# Brinkmann Cimmaron offset smoker value?



## brad2157 (May 22, 2021)

I picked up an older (1/4” thick metal) Brinkmann Cimmaron offset smoker that needed to be “brought back to life”.  I’ve removed all the rust from it, primed it with high temp primer, and then painted with high temp paint.  I still need to get a replacement smoke stack (original one has rusted through on one side at the bottom). I can see that I could easily get carried away more and more replacing parts and spending more on it.  At this point, I’m thinking I will probably resell it, as it’s not quite as big as I need to smoke on.  

My main question is how do I put a value on it?  I know anything is valued at what someone would pay for it.  The problem is that I can’t find any for sale anywhere.  They don’t make these this well built anymore.  I was told from the owner it originally cost $899 from Bass Pro Shop years ago.  It is a solid smoker, but I don’t want to sink a lot of money into it and lose out a lot when I try to sell it.  I don’t count all my time I’ve spent working on it as any value toward it, only the initial cost of the smoker + supplies (sandpaper, angle grinder stripping wheels, primer, paint, etc..).  If I can make a small profit, then I’m ok with dropping more money into it (new grates, etc..).

I have attached before and after pictures. Although I’m not 100% finished.
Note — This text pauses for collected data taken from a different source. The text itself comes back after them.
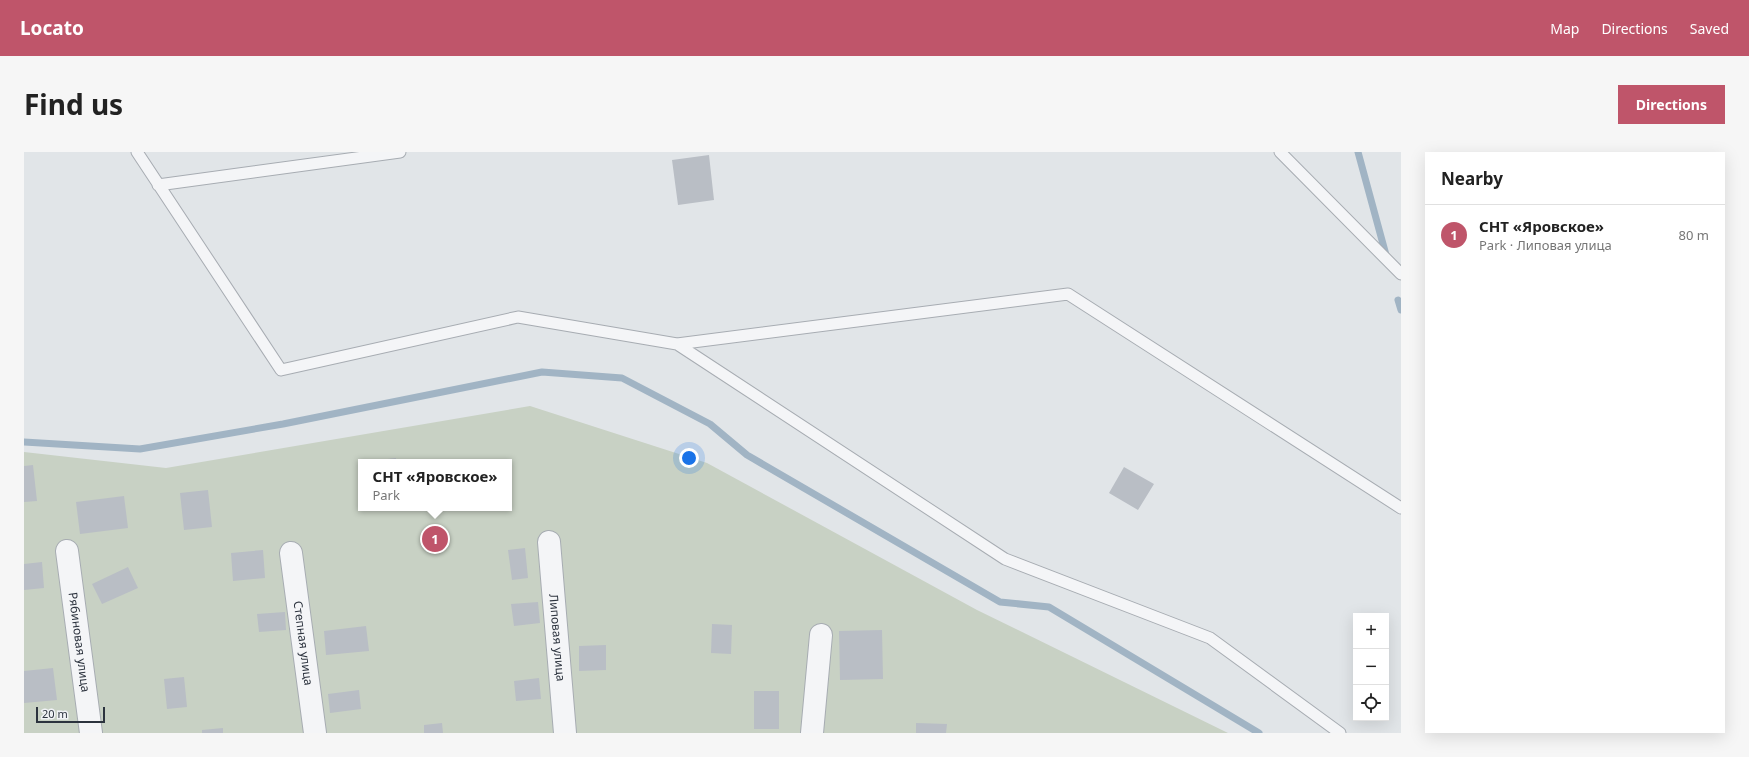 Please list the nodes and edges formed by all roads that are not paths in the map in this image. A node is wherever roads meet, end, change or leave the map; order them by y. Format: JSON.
{"nodes":[{"id":1,"x":137,"y":152,"type":"edge"},
{"id":2,"x":400,"y":152,"type":"edge"},
{"id":3,"x":1280,"y":152,"type":"edge"},
{"id":4,"x":158,"y":185,"type":"junction"},
{"id":5,"x":1401,"y":274,"type":"edge"},
{"id":6,"x":677,"y":344,"type":"junction"},
{"id":7,"x":1401,"y":508,"type":"edge"},
{"id":8,"x":549,"y":542,"type":"dead end"},
{"id":9,"x":67,"y":551,"type":"dead end"},
{"id":10,"x":291,"y":553,"type":"dead end"},
{"id":11,"x":820,"y":635,"type":"dead end"},
{"id":12,"x":91,"y":733,"type":"edge"},
{"id":13,"x":315,"y":733,"type":"edge"},
{"id":14,"x":565,"y":733,"type":"edge"},
{"id":15,"x":812,"y":733,"type":"edge"},
{"id":16,"x":1340,"y":733,"type":"edge"}],
"edges":[{"from":1,"to":4,"type":"lane"},
{"from":2,"to":4,"type":"lane"},
{"from":3,"to":5,"type":"lane"},
{"from":4,"to":6,"type":"lane"},
{"from":6,"to":7,"type":"lane"},
{"from":6,"to":16,"type":"lane"},
{"from":8,"to":14,"type":"street","name":"Липовая улица"},
{"from":9,"to":12,"type":"street","name":"Рябиновая улица"},
{"from":10,"to":13,"type":"street","name":"Степная улица"},
{"from":11,"to":15,"type":"street"}]}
Any help is greatly appreciated!


----------



## kilo charlie (May 23, 2021)

Welcome to SMF! 

Great job on the restoration!  As far as the value... it's hard to say.. it's true they do not make them like they used to  and  as far as I know Brinkmann went out of business in like 2015.  I don't think you're going to get anywhere close to $900 for it and I have no idea what you have invested in it.  If it's really not something you will use after restoring it, perhaps a couple hundred bucks ?  I know that's not what you wanted to hear and maybe I'm wrong.. there could be someone out there willing to pay  more for it but with all the pellet smokers etc  out there it's unlikely.


----------



## brad2157 (May 23, 2021)

kilo charlie said:


> Welcome to SMF!
> 
> Great job on the restoration!  As far as the value... it's hard to say.. it's true they do not make them like they used to  and  as far as I know Brinkmann went out of business in like 2015.  I don't think you're going to get anywhere close to $900 for it and I have no idea what you have invested in it.  If it's really not something you will use after restoring it, perhaps a couple hundred bucks ?  I know that's not what you wanted to hear and maybe I'm wrong.. there could be someone out there willing to pay  more for it but with all the pellet smokers etc  out there it's unlikely.
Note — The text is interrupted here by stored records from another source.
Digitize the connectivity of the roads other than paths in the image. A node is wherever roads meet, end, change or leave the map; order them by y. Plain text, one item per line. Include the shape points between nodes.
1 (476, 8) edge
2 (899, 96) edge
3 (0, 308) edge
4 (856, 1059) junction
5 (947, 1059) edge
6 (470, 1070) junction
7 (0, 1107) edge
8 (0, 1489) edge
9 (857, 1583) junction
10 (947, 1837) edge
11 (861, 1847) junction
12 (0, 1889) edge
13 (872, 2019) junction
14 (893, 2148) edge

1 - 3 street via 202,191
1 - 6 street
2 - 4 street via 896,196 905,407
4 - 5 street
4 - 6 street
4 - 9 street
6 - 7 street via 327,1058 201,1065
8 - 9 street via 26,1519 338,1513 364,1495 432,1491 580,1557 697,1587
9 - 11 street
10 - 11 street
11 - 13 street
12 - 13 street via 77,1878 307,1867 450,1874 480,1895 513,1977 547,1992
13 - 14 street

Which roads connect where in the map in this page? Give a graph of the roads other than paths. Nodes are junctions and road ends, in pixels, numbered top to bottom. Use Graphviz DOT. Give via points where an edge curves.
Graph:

Thanks for the warm welcome and for the reply!

From my research, the original builder of these thicker made Brinkmann smokers made the original Oklahoma Joes before they sold out.  They went on to start the Horizon brand smokers.

As far as the value, I was hoping maybe $300-400. Right now, I have about $200 in it total.  I still need to purchase a replacement smoke stack since it’s rusted through beyond repair.  It could also use new cooking grates.  If I purchase those items, I think I’ll be around $275 in it.


----------



## kilo charlie (May 23, 2021)

At that investment.. you may as well keep it and put it to use while you work on getting the bigger one you desire


----------



## JLeonard (May 23, 2021)

Where ya located 
B
 brad2157


----------



## SecondHandSmoker (May 23, 2021)

Welcome aboard.

You certainly have done a nice job with the restoration.   I agree with  KC in that you should keep it as I doubt the smoker would fetch anywhere near $300-400.

Look at it this way, you have put the time and money into the restoration.  
There are mods and add ons that you could do to make it uniquely yours. 
I assume that the smoker came with tuning plates and charcoal box?
Do a few cooks on it and you might find you don't need a larger smoker unless you're feeding a crowd consistently.
Honestly, I think you have a keeper especially with that 1/4 inch steel thickness.


----------



## brad2157 (May 23, 2021)

JLeonard said:


> Where ya located
> B
> brad2157



I’m near Nashville, TN


----------



## brad2157 (May 23, 2021)

SecondHandSmoker said:


> Welcome aboard.
> 
> You certainly have done a nice job with the restoration.   I agree with  KC in that you should keep it as I doubt the smoker would fetch anywhere near $300-400.
> 
> ...



Thank you for the welcoming!

I honestly have no idea what it would fetch. I know I see a lot of Oklahoma Joes going for a couple of hundred and they are the newer stamped sheet metal ones.

There aren’t any tuning plates with it. It only has a small heat shield right out of the firebox into the cooking chamber.  There isn’t a charcoal box either.  It has a fire grate in the firebox.

I’m pleased with how solid this thing is and how it has turned out so far.  I drove close to an hour to get it and thought it was a bigger model until I got there.  I have a XL big green egg I primarily cook on and I was hoping to have a bit more space to cook 6 racks of baby backs on.  I usually cook a bit when we feed my side of the family.

I appreciate your input on this!  Enjoy the rest of the weekend!


----------



## SecondHandSmoker (May 23, 2021)

brad2157 said:


> Thank you for the welcoming!
> 
> I honestly have no idea what it would fetch. I know I see a lot of Oklahoma Joes going for a couple of hundred and they are the newer stamped sheet metal ones.
> 
> ...




You're very welcome.

And because the newer Oklahoma Joes etc are stamped sheet metal, the 1/4 steel is what makes this one a keeper.  

At least it has the fire grate.  A lot of times,  these older smokers are missing parts.  So half the battle is already won. 

You might be able to do 6 racks of BBs by adding another grate or just use some strategic placement while using the BGE for sides etc. 

Have a good one too!


----------